%%

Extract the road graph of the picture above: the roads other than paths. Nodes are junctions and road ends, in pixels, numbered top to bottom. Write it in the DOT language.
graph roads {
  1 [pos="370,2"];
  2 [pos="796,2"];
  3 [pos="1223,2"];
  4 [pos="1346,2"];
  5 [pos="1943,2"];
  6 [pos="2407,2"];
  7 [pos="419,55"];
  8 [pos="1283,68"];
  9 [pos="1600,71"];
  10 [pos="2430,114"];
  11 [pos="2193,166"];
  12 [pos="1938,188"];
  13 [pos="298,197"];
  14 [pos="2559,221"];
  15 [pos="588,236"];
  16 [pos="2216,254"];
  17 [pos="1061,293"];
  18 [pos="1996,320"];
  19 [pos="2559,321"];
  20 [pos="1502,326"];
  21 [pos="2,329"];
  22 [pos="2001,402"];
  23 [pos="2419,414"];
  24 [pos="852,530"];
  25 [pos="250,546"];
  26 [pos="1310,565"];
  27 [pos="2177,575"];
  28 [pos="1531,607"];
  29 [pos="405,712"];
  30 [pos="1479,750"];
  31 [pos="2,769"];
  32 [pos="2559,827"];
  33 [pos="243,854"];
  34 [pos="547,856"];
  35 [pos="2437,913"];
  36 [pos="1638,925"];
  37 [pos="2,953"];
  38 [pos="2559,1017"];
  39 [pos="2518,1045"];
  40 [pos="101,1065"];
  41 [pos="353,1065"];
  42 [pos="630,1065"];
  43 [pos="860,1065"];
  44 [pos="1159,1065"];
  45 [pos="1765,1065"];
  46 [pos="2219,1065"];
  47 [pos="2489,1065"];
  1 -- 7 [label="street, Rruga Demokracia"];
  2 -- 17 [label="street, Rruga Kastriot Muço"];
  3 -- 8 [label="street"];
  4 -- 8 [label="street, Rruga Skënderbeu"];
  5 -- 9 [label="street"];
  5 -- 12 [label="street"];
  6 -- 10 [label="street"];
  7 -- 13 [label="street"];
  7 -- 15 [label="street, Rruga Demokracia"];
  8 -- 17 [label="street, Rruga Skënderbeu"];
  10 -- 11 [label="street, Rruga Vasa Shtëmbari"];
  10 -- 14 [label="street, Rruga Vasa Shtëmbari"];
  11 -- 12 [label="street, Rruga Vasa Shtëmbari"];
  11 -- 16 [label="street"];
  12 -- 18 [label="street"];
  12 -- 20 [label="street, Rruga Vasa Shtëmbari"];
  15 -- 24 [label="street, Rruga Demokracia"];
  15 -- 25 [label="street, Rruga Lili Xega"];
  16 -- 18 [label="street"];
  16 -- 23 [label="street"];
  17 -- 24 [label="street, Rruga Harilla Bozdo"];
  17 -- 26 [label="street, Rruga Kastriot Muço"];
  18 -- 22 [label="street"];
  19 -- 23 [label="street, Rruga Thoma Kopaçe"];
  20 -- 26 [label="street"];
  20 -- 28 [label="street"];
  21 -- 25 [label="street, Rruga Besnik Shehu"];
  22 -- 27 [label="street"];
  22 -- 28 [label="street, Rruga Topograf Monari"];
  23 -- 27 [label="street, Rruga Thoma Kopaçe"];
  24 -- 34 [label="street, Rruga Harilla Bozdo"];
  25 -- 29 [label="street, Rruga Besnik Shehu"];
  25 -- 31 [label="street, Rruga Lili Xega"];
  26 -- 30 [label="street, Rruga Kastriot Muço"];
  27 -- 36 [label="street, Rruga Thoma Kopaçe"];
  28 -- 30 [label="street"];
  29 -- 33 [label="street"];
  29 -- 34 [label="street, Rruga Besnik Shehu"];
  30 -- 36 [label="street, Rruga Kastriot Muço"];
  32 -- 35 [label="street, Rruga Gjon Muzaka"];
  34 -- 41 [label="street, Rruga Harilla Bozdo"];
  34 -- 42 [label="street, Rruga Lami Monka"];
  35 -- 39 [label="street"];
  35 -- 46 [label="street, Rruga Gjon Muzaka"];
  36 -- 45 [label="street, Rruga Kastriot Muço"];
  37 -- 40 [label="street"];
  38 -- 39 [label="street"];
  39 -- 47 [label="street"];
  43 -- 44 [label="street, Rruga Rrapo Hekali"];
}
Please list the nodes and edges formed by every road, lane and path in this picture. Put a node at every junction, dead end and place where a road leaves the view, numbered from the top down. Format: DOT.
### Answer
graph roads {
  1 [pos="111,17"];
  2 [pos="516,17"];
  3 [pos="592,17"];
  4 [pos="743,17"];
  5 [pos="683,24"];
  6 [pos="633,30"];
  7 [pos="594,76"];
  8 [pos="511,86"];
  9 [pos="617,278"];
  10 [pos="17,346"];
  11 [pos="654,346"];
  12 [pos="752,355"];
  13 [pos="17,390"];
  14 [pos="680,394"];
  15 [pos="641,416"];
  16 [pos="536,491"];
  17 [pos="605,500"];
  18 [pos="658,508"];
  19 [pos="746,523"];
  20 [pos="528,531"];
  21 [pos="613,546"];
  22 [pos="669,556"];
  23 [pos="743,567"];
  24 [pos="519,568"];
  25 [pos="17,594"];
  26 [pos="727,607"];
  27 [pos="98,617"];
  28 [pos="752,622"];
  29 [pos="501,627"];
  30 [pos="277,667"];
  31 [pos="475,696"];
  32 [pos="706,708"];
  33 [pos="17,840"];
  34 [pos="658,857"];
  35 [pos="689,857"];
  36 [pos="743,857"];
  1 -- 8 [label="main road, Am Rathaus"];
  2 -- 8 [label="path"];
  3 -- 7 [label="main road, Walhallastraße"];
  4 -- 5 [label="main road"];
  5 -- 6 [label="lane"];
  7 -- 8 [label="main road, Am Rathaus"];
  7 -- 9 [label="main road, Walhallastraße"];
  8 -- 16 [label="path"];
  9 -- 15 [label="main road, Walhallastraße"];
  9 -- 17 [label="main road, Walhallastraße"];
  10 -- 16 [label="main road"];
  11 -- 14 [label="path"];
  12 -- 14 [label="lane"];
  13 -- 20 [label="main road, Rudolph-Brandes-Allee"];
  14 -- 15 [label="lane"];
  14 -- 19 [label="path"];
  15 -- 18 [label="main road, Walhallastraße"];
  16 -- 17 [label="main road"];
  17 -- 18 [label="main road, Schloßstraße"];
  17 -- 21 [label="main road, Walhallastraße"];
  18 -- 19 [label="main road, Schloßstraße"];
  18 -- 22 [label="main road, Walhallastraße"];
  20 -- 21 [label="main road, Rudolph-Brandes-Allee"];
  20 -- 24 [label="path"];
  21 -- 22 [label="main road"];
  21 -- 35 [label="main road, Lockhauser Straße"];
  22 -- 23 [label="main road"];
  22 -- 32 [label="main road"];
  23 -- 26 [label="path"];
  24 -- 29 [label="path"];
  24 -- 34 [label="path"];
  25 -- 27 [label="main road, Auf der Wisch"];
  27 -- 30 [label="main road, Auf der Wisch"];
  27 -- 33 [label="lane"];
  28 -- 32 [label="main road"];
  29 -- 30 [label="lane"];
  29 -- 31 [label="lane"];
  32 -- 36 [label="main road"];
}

%%

Which lines of the data contain the word "Gjon"? Copy each one.

*ANSWER SPACE*:
  32 -- 35 [label="street, Rruga Gjon Muzaka"];
  35 -- 46 [label="street, Rruga Gjon Muzaka"];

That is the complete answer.